Both the confidence in its backtest and the controversy over the fund’s launch meant that investors were eagerly awaiting the fund’s out-of-sample performance. For those that were rooting for the fund to fail as a result of its hubris and underhandedness, they were not disappointed:
The fund heavily underperformed AQR after launching, and it served as a classic example of the dangers of assuming in-sample returns will continue out-of-sample.
Another instance of real-world performance not living up to a backtest comes from SocGen, who launched the ‘SGI Global Alpha’ index in Septmber 2008 on the back of an extremely attractive backtest, which showed a compound annual growth rate of over 15%.
It all sounded very promising.
The graph below shows the backtested in-sample performance versus the actual out-of-sample performance after it was launched:
The 15% per year growth rate achieved in backtest has so far resulted in an annualised return since launch of -1%. Not exactly a stellar return, and far, far short of what was implied by the backtest.
As the saying goes “I’ve never seen a bad backtest”.
- A group of monkeys can produce returns that beat the world’s greatest investors – if the right combination of monkeys is selected in hindsight.
- Just because variables appear to be correlated, does not mean that one caused the other. Turkey weights are highly correlated to the MSCI World, but fatter turkeys do not lead to better stock market returns.
- Data-mining is a problem in academic finance, with authors’ incentives encouraging the publishing of data-mined investing strategies.
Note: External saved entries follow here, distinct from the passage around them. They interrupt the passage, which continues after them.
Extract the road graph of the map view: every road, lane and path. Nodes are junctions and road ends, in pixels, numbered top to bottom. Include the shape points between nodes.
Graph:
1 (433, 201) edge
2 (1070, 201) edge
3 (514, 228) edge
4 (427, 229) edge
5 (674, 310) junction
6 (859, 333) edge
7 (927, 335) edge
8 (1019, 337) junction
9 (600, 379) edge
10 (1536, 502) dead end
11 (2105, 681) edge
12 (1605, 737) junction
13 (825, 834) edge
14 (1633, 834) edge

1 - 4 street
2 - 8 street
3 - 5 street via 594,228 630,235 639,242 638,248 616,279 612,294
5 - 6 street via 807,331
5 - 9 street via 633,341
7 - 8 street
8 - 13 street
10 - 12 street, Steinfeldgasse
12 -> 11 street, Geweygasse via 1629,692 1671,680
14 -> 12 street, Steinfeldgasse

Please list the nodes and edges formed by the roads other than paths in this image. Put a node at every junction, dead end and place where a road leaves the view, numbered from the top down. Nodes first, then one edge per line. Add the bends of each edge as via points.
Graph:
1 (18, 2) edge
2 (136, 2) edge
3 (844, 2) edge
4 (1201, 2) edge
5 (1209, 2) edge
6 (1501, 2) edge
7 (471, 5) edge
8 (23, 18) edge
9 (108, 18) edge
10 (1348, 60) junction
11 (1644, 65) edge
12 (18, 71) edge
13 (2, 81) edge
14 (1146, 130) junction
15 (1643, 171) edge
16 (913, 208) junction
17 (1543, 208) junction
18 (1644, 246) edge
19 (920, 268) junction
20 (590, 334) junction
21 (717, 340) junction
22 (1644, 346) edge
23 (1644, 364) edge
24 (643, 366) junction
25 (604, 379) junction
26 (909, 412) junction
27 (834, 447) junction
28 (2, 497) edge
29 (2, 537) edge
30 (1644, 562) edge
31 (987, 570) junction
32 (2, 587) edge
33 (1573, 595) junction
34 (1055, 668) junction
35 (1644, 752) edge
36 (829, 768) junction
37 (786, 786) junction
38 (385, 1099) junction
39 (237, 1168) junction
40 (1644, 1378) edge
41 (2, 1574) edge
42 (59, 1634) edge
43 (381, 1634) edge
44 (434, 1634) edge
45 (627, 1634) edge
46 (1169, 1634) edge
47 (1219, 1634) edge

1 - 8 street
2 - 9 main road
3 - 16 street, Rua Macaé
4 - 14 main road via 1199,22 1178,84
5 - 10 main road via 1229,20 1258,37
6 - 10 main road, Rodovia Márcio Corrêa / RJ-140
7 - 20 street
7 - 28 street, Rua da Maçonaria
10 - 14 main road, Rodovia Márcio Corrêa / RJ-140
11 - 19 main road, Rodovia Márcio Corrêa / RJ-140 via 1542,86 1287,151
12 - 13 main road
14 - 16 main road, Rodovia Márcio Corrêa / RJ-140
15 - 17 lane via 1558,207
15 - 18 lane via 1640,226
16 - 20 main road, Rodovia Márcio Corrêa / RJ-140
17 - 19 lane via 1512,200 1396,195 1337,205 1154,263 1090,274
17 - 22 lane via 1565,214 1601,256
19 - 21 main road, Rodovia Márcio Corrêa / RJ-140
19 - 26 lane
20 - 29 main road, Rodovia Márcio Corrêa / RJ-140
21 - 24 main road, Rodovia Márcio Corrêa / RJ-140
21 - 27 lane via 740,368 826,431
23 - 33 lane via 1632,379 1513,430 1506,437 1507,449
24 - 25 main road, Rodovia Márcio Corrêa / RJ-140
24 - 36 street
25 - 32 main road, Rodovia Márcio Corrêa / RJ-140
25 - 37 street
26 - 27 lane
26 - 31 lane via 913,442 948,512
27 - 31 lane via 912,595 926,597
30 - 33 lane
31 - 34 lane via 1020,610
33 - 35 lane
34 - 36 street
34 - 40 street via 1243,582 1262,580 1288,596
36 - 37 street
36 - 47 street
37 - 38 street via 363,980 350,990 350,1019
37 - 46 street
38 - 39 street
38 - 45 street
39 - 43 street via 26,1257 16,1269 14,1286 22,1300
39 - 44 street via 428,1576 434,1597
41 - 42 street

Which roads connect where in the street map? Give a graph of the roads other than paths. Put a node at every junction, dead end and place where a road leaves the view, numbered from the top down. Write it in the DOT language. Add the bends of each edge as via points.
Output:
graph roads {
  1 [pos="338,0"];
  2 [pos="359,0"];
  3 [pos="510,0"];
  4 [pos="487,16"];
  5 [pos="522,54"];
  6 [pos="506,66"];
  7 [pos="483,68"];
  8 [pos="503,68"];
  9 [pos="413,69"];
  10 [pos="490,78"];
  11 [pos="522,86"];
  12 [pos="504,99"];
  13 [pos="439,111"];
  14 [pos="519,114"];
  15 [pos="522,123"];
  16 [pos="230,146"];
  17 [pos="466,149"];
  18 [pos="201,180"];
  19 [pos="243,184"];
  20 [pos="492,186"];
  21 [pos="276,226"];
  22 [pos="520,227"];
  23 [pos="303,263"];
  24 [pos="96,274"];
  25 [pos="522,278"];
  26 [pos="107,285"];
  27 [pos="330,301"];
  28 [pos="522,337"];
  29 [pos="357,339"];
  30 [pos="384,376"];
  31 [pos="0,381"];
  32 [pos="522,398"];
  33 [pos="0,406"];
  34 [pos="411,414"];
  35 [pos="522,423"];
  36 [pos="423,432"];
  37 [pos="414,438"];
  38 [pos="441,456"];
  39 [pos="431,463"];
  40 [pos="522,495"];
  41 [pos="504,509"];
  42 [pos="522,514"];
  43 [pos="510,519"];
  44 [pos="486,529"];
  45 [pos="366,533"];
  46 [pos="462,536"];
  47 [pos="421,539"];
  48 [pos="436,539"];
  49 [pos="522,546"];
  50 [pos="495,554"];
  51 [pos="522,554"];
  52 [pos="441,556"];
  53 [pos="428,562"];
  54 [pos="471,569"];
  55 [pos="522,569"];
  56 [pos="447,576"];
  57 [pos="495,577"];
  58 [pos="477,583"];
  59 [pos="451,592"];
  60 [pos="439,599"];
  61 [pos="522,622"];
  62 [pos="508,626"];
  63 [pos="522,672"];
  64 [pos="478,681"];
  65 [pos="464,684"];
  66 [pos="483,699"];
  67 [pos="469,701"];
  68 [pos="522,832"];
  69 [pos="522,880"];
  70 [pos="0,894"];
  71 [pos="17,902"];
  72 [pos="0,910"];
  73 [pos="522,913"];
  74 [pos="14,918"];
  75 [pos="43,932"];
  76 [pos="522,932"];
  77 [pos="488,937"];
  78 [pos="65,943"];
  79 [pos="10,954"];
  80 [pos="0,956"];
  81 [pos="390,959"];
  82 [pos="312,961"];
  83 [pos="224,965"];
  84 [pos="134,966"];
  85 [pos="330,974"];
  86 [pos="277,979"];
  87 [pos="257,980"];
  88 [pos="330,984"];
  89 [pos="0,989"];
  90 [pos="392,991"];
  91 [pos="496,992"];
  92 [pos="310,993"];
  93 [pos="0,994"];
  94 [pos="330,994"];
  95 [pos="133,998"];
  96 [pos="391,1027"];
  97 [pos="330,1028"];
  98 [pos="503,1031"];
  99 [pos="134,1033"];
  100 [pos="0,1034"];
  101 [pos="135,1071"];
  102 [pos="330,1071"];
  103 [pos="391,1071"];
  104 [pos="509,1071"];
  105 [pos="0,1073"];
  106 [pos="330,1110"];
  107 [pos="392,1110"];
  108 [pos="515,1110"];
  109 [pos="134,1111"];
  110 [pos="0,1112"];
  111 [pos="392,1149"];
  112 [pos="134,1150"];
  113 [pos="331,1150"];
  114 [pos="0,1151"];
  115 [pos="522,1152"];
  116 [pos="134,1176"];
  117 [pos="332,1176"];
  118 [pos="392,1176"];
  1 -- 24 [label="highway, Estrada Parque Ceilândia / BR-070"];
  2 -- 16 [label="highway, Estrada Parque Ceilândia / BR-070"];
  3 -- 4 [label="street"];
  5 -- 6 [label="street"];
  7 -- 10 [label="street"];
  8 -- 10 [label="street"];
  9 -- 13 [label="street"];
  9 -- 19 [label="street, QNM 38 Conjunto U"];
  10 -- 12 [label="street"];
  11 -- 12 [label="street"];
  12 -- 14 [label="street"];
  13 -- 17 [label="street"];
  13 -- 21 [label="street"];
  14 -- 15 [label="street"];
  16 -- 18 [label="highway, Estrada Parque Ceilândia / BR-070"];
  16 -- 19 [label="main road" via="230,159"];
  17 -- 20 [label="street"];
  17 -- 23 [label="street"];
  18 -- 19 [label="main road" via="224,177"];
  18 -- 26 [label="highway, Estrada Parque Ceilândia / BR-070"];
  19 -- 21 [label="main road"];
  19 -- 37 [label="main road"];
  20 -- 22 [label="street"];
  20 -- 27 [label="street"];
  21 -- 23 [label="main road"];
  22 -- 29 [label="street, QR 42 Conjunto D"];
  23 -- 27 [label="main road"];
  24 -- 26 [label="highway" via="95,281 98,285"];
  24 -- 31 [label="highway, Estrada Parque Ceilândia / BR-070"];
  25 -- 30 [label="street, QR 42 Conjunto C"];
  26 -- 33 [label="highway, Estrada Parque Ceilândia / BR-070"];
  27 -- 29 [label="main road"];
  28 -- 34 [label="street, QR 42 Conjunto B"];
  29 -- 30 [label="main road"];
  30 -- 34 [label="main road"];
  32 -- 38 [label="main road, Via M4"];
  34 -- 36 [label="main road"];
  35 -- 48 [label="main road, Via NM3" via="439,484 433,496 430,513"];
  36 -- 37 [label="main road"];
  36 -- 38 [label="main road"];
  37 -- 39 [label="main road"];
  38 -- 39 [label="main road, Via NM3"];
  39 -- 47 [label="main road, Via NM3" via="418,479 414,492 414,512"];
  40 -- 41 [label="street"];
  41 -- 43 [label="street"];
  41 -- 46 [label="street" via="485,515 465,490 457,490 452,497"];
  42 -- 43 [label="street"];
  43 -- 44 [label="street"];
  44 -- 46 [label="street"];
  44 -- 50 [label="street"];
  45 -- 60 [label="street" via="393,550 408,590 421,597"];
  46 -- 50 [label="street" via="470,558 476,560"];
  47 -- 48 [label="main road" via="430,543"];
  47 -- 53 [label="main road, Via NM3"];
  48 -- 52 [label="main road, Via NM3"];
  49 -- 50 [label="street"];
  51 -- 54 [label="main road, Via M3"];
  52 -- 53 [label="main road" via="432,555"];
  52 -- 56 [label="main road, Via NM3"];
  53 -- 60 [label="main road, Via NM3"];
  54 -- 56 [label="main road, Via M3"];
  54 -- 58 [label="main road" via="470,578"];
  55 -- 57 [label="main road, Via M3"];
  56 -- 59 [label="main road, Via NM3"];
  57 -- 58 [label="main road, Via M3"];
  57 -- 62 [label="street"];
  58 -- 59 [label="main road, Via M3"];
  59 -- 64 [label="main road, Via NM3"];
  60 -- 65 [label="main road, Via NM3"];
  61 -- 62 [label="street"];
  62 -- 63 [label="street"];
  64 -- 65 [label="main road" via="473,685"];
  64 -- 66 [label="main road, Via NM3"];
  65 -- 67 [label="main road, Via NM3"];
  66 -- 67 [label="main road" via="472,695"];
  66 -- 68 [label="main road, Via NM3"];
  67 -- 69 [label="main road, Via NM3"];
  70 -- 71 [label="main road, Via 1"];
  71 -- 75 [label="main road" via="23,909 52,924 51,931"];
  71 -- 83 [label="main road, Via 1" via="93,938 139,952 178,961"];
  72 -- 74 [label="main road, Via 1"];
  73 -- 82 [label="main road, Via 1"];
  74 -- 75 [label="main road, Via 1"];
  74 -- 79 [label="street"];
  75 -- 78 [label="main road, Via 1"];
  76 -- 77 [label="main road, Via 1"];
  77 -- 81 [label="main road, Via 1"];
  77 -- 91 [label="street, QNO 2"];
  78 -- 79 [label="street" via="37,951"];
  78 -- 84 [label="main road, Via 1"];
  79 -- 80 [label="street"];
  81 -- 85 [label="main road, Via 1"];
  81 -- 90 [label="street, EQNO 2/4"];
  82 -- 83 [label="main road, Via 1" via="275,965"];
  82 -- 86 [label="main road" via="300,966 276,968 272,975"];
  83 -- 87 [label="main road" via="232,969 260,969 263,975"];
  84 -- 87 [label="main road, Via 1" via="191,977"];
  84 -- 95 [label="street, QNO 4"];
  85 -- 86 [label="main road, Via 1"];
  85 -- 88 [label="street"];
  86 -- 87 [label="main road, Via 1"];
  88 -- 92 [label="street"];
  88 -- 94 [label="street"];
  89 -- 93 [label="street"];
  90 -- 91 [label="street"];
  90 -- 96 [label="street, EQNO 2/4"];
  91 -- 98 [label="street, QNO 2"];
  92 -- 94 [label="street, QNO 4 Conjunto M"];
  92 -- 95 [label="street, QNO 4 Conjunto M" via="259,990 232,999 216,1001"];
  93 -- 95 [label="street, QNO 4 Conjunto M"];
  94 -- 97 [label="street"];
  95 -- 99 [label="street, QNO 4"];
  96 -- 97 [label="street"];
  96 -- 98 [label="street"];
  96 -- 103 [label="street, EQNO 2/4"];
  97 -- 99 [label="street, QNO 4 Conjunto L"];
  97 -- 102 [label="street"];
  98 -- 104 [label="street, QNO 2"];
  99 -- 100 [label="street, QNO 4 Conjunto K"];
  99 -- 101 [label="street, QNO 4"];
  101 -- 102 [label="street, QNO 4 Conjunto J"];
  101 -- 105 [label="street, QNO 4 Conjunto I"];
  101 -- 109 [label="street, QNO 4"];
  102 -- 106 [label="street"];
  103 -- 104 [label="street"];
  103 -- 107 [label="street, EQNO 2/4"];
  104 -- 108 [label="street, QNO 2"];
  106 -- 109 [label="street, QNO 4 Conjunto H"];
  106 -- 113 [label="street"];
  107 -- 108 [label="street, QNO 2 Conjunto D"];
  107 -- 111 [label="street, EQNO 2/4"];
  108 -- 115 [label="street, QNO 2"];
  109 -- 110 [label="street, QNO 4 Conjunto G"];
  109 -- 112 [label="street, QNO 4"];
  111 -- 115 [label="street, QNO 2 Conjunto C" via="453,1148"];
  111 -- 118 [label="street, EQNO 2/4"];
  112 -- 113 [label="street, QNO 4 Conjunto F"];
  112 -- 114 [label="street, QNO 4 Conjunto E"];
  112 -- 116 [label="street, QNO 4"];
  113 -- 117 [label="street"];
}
- Backtested results might not lead to the same results out-of-sample because of 1) data mining, and 2) the fact that market conditions are always changing.
- Investors need to be wary of backtested results, and pay close attention to differences between in-sample and out-of-sample performances.
- When forced to rely on only backtested results, it’s important to know the number of trials, and demand a higher standard of statistical significance before investing.
- Most factors in the ‘factor zoo’ don’t stand up to scrutiny and have found to be the product of data mining and other backtesting problems. Only those strategies that stand up to the most rigorous testing should be considered for our investment.